Boston’s new mayor, Michelle Wu, was sworn in last week after campaigning on a platform that included rent control — also known as rent stabilization. And Somerville's mayor-elect, Katjana Ballantyne, also touted rent control during her campaign.

Before the election, Wu said rent control — which limits how much landlords can hike rents each year — has "worked to keep people in their homes in cities across the country."

With her family by her side, Michelle Wu takes the oath of office as mayor of Boston. (Jesse Costa/WBUR)
With her family by her side, Michelle Wu takes the oath of office as mayor of Boston. (Jesse Costa/WBUR)

The measure has a long history in Massachusetts.

Several communities in the area, including Cambridge, Brookline and Boston, enacted rent control around the 1970s. And the policy remained popular in all three cities.

But landlords helped put a statewide ban on the ballot in 1994. And it narrowly passed, 51% to 49%.

Opponents say rent control discourages people from investing in apartments — hurting tenants in the long run.

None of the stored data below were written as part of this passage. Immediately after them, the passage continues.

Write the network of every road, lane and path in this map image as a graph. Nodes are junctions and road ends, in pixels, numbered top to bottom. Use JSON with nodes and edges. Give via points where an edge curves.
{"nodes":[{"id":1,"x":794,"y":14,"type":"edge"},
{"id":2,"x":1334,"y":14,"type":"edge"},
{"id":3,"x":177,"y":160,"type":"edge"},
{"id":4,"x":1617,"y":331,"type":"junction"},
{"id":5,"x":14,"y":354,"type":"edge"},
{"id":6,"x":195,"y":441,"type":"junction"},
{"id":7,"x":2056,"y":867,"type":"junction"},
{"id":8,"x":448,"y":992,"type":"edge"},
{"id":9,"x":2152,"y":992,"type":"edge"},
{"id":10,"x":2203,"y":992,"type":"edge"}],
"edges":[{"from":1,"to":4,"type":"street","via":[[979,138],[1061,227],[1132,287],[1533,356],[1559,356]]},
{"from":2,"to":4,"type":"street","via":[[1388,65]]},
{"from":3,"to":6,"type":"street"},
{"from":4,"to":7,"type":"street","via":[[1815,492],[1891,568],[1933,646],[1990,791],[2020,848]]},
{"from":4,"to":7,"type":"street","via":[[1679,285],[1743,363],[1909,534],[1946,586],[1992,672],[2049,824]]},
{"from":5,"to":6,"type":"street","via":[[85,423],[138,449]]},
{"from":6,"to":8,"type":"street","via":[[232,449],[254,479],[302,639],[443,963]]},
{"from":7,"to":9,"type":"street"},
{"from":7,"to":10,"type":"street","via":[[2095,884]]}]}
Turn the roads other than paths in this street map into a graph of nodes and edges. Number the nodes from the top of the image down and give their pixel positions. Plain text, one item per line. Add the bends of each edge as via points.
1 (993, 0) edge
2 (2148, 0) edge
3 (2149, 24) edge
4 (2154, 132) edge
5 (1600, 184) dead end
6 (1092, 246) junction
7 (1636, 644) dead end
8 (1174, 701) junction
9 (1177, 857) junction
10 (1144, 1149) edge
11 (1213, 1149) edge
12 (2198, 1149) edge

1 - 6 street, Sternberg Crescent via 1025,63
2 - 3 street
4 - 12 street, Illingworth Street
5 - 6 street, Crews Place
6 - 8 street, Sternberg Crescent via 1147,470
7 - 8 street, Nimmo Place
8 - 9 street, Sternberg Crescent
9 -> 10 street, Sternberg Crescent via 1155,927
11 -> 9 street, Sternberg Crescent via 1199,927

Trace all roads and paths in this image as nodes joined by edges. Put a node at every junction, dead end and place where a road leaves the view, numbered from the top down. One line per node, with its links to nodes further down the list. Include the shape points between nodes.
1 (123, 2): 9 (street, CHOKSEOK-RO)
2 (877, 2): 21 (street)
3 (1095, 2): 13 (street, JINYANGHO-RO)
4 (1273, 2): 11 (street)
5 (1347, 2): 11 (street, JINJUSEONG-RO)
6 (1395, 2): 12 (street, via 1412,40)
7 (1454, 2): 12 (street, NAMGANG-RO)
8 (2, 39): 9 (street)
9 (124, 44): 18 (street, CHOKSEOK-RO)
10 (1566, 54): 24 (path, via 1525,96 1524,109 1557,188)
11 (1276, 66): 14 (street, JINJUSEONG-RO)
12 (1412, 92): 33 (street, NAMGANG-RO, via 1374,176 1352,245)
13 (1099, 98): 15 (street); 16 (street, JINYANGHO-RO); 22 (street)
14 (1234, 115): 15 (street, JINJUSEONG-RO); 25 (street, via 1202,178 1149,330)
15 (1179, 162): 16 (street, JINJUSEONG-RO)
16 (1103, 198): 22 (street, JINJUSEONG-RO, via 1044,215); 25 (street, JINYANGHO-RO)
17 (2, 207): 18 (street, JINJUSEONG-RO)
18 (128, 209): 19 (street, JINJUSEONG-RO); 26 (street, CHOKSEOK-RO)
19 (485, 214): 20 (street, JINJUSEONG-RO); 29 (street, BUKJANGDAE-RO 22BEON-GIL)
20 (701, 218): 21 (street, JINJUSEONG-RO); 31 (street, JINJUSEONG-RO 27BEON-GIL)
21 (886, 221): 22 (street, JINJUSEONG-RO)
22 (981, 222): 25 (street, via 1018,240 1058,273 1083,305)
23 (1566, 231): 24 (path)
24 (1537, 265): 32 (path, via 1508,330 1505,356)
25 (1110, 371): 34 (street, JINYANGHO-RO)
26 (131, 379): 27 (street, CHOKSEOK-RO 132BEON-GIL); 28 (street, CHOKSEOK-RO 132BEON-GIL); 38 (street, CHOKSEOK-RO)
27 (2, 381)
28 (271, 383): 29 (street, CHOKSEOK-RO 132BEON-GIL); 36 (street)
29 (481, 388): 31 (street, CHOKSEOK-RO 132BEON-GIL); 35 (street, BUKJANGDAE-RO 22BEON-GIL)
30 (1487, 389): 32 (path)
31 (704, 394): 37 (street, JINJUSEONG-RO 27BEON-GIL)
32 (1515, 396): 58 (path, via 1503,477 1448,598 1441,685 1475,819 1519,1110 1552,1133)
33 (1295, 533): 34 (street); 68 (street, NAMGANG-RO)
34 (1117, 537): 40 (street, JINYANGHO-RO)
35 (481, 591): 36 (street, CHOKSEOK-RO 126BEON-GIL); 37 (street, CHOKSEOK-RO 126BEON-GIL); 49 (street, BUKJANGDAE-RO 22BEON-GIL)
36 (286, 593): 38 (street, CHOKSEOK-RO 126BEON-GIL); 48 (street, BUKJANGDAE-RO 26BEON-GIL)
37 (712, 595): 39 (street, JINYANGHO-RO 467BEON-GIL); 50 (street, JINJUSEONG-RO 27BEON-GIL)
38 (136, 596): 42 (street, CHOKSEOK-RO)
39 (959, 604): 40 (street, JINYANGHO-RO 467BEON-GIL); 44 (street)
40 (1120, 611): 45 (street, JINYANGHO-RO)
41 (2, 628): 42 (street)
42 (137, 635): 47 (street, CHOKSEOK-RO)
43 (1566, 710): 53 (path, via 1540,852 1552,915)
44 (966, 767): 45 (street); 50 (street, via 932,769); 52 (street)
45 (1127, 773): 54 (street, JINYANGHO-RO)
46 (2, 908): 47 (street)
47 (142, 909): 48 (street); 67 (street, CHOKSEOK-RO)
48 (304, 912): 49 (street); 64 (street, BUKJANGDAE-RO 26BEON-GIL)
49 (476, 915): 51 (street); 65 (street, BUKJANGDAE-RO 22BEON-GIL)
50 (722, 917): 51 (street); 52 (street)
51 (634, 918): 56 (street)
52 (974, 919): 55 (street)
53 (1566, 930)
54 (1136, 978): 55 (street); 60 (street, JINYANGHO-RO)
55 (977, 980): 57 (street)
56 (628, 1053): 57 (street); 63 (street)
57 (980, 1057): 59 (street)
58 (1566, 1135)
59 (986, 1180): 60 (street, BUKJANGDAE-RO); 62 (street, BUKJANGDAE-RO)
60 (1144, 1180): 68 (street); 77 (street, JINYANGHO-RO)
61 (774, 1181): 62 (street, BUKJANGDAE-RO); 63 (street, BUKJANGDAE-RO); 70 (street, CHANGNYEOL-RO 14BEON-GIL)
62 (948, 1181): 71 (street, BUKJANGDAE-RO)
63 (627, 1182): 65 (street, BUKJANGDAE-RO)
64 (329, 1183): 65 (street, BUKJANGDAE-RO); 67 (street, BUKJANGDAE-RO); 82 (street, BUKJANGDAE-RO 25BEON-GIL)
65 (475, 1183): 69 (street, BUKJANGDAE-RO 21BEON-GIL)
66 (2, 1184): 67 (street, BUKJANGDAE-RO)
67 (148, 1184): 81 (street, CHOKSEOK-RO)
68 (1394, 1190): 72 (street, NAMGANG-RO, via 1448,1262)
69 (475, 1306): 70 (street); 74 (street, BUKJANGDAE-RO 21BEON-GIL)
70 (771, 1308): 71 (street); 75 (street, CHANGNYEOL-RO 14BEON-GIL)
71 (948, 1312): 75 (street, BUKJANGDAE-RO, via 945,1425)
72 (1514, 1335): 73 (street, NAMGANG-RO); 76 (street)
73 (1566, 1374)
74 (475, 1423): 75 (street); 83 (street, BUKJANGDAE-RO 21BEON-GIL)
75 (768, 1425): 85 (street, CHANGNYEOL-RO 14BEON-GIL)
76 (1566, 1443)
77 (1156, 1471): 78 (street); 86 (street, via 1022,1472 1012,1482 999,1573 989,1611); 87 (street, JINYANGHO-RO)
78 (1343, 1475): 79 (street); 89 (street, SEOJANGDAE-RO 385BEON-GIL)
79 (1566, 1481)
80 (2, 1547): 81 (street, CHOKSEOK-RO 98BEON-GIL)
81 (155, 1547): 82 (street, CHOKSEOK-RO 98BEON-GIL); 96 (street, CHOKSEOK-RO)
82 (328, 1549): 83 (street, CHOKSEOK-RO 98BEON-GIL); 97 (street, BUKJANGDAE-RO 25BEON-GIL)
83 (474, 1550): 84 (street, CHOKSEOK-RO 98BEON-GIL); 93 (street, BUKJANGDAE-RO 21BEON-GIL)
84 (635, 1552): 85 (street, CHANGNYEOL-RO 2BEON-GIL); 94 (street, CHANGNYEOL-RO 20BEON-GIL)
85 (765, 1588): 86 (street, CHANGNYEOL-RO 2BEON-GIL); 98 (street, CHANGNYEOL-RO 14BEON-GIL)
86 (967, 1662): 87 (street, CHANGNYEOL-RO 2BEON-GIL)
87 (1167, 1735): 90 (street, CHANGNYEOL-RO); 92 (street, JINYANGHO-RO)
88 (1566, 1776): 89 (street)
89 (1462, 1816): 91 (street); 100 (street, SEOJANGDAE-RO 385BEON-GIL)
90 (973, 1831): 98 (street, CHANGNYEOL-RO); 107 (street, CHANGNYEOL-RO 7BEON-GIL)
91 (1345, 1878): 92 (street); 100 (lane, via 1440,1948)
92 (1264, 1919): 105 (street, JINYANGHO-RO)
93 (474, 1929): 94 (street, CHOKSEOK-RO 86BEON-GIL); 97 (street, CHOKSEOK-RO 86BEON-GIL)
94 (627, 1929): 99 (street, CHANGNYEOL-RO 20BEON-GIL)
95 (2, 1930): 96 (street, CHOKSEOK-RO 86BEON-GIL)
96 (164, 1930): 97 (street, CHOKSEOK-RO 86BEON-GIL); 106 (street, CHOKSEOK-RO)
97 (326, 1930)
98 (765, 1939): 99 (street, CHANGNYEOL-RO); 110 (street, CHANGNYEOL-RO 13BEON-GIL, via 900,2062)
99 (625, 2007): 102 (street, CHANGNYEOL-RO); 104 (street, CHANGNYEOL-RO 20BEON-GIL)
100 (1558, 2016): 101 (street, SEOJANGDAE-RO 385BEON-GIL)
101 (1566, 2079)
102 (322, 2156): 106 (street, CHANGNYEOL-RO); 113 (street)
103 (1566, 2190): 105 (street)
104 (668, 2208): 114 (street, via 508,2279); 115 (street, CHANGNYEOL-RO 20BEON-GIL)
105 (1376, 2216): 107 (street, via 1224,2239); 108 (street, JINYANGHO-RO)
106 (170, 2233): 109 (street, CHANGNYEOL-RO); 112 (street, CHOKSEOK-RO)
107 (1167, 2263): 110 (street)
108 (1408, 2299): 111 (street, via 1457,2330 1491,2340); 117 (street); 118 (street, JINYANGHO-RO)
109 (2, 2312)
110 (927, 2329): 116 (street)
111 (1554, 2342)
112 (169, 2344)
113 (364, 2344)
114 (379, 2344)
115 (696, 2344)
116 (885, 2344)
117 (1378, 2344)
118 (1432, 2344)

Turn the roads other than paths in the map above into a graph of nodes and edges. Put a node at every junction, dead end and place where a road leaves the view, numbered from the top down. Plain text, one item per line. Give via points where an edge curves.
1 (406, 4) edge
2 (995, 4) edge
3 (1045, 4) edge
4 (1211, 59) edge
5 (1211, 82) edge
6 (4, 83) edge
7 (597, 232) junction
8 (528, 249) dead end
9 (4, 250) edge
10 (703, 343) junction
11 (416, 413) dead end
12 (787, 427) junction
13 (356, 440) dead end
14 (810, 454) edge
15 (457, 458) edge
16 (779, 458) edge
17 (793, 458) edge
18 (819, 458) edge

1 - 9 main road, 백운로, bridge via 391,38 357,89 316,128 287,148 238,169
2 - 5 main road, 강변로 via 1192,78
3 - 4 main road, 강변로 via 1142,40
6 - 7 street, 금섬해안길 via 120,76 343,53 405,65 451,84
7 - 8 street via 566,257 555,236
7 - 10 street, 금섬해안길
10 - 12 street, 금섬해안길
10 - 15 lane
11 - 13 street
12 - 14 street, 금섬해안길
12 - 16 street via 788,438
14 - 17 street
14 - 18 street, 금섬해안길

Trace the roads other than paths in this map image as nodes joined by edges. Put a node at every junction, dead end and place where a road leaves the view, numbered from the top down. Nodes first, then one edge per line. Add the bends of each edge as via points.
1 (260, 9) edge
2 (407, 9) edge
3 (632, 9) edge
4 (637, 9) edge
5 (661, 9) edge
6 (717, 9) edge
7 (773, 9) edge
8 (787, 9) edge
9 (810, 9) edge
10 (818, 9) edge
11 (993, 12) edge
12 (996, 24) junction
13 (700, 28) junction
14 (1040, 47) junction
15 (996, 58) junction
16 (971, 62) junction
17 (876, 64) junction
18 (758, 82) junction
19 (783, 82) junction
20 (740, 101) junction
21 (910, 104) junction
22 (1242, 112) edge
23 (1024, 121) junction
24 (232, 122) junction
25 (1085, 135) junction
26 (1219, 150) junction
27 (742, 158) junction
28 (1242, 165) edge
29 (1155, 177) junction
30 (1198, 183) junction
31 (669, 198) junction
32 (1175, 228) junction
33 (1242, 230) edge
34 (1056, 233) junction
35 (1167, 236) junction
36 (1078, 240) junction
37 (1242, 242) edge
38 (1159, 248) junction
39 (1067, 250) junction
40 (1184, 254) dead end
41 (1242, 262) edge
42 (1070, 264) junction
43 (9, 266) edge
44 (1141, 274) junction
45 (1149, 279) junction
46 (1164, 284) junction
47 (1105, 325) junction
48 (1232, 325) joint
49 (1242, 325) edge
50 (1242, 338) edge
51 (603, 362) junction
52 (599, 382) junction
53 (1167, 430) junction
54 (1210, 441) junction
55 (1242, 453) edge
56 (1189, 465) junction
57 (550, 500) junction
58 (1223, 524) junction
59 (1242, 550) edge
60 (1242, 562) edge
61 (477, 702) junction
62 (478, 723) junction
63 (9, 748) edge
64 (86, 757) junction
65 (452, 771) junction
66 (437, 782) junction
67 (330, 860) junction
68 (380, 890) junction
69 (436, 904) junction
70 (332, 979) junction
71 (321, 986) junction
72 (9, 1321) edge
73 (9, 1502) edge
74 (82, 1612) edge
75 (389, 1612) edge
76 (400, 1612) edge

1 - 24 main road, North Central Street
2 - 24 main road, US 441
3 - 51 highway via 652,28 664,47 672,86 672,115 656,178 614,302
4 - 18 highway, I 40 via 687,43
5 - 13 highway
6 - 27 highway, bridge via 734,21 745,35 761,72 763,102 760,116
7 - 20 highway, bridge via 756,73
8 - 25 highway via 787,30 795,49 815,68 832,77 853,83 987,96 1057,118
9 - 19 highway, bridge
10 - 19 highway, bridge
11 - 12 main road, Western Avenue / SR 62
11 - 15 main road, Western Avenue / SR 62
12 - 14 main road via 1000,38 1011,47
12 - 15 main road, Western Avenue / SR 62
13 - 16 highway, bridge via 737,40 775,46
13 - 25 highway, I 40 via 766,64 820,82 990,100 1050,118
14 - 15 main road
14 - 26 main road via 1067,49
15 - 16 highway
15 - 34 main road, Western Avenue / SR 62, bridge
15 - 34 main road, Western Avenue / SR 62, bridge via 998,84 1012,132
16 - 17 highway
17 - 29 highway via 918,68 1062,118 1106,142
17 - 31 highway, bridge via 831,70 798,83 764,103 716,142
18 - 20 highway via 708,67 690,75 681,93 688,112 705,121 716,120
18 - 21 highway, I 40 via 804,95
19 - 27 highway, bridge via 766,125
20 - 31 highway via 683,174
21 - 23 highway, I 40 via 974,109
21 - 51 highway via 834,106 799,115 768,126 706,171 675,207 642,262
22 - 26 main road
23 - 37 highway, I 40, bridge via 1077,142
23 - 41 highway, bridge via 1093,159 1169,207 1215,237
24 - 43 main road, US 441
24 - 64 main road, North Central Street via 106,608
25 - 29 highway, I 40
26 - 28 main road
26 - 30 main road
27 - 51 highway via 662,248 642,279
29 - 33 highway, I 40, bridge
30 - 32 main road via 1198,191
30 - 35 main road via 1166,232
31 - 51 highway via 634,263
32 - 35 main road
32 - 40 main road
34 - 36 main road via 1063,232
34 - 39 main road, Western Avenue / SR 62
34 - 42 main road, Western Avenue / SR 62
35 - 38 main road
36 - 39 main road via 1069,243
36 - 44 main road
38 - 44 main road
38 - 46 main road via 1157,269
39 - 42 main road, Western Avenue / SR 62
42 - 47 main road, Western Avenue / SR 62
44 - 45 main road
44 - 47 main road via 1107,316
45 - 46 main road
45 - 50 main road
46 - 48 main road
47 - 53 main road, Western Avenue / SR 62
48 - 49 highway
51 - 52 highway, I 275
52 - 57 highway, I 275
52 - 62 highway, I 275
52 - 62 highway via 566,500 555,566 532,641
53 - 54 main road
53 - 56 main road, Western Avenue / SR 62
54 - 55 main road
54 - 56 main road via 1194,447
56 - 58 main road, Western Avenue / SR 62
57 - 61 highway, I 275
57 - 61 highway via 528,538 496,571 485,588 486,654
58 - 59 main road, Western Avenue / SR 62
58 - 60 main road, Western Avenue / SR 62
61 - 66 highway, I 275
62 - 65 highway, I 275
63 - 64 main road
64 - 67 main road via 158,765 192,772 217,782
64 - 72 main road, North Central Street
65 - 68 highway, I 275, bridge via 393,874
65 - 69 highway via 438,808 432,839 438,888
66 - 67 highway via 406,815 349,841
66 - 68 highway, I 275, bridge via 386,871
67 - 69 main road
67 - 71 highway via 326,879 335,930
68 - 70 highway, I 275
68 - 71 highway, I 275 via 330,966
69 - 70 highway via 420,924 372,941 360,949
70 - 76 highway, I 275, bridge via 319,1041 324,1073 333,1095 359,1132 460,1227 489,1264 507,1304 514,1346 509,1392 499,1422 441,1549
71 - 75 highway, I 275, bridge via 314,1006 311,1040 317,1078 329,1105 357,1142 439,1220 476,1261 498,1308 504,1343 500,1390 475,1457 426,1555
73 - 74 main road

"They don't even build new rental housing," said Skip Schloming, who until recently was head of the Small Property Owners Association.

But the skyrocketing cost of housing has energized supporters of rent control, who hope to finally end the ban. Home prices in Boston have more than quadrupled since the ban took effect, even after inflation, and rents have soared in unison.

"Many people are being forced to leave the city," said Joe Kriesberg, of the Massachusetts Association of Community Development Corporations. "This is a real crisis for Boston, for Greater Boston."

Kriesberg agrees the state needs more housing. But he also says cities need to tackle rising rents. A WBUR poll in April found three-quarters of Boston voters supported limiting rent increases.

And even some opponents have changed their minds.

That includes Mayor Wu, a Harvard graduate who spent eight years serving on Boston's City Council.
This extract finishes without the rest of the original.